(Day 291) Starting Machine Learning for Financial Risk Management with Python + some math for ML

Ivan Ivanov · October 18, 2024

math traditional-machine-learning theory

Hello :) Today is Day 291!

A quick summary of today:

finally sat down and did the basic math exercises from Before ML Vol. 2 - Calculus
started Machine Learning for Financial Risk Management with Python on O’Reilly

Basic calculus exercises

Today I finially got some time to sit down with my tablet and write down the exercises of the Before ML Vol. 2 - Calculus. It is basic math, and as the title suggests is math needed before doing ML to better understand the common underlying mechanisms. I just wanted to check the exercise book because before each exercise there is also a short description/overview of the specific concept.

Here are my notes:

Exercises P1 Exercises P2 Exercises P3 Exercises P4 Exercises P5 Exercises P6 Exercises P7 Exercises P8 Exercises P9 Exercises P10

ML for Financial Risk Management with Python

Started this book today. I initially attemped to read it back in January (at the start of my ML journey) but I felt that this was not the book I needed back then, so here I am - it was high time I read it now. And also as an ex-risk analyst this is very exciting to me

Chapter 1 - Fundamentals of Risk Management

Risk

Risk is challenging to assess due to its abstract nature and is often perceived as hazardous, whether expected or unexpected. Expected risks are typically priced, while unexpected risks can be more devastating. Financially, risk is often viewed as the potential for loss or uncertainty. Risk can be defined as any event that may hinder an organization’s objectives or the likelihood of loss. Though risk is associated with costs, the relationship is not always direct—expected risks tend to have lower costs compared to unexpected ones.

Return

Return refers to the profit gained from an investment over a specific period, representing the upside of risk. There is a trade-off between risk and return: higher assumed risk typically leads to greater realized return, making this relationship a contentious issue in finance. Markowitz (1952) provided clarity by defining risk using standard deviation, which allows for mathematical and statistical analysis in finance. The expected return is the probability-based return of interest, while portfolio variance involves weights, variance, and covariance. The portfolio expected return is calculated as a weighted average of individual returns.
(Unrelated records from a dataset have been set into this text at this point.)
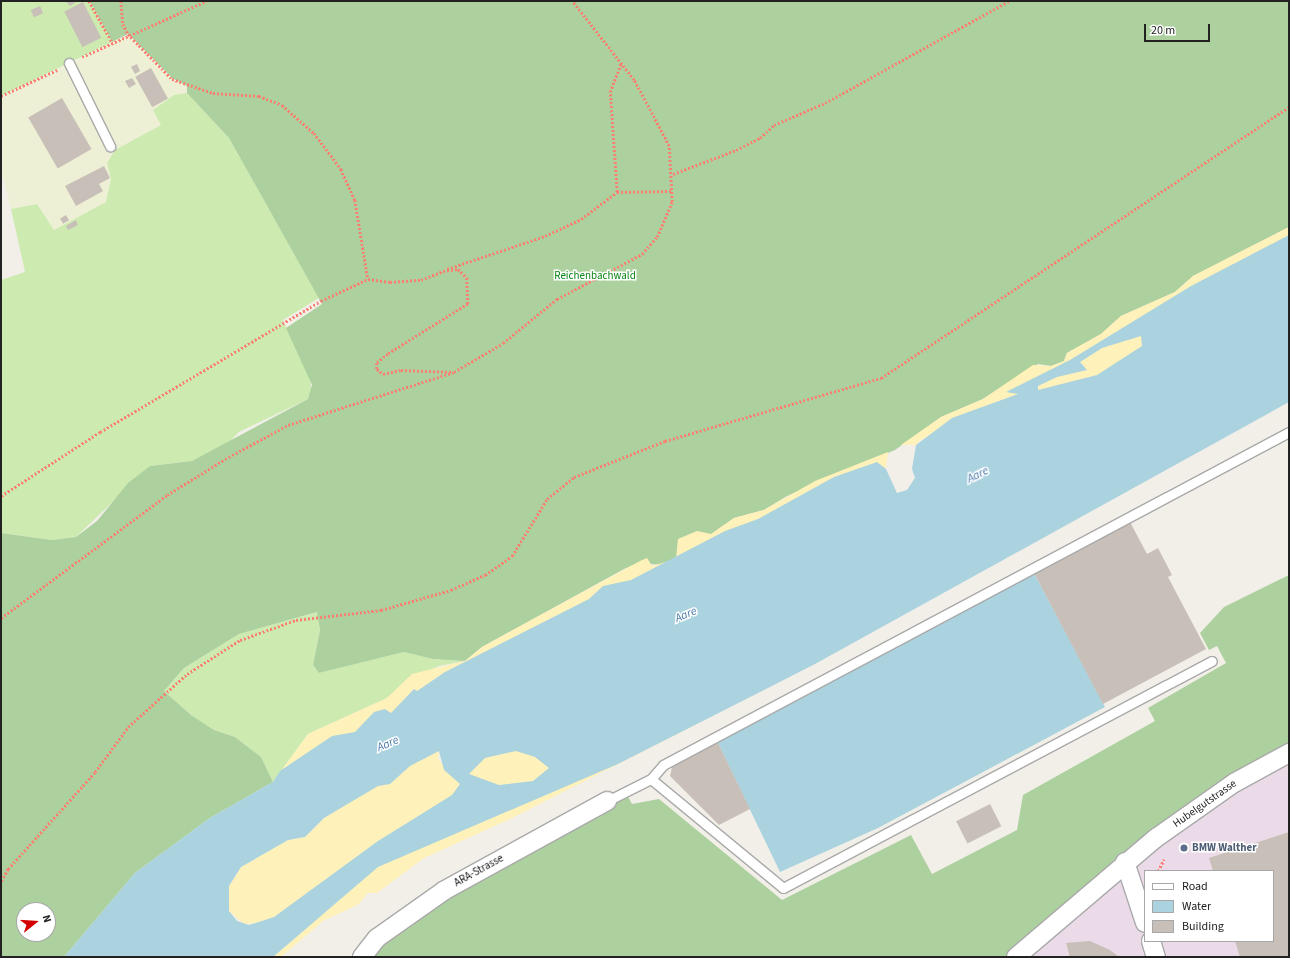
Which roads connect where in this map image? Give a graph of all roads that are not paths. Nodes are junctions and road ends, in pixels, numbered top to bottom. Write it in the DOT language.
graph roads {
  1 [pos="69,64"];
  2 [pos="110,146"];
  3 [pos="1289,432"];
  4 [pos="1212,661"];
  5 [pos="1289,754"];
  6 [pos="651,779"];
  7 [pos="607,801"];
  8 [pos="1125,862"];
  9 [pos="1144,920"];
  10 [pos="1151,942"];
  11 [pos="362,957"];
  12 [pos="1016,957"];
  13 [pos="1156,957"];
  1 -- 2 [label="lane"];
  3 -- 6 [label="lane"];
  4 -- 6 [label="lane"];
  5 -- 8 [label="street, Hubelgutstrasse"];
  6 -- 7 [label="lane"];
  7 -- 11 [label="street, ARA-Strasse"];
  8 -- 9 [label="street"];
  8 -- 12 [label="street, Hubelgutstrasse"];
  10 -- 13 [label="street"];
}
Risk and Return go hand-in-hand, but the magnitute of that relationship depends on the individual stocks and the financial market conditions

Risk Management

Financial risk management is a process to deal with the uncertainties resulting from financial markets. It involves assessing the financial risks facing an organization and developing management strategies consistent with internal priorities and policies

Risk management is, therefore, not about mitigating risk at all costs. Mitigating risk may require sacrificing return, and it can be tolerable up to certain level as companies search for higher return as much as lower risk. Thus, to maximize profit while lowering the risk should be a delicate and well-defined task.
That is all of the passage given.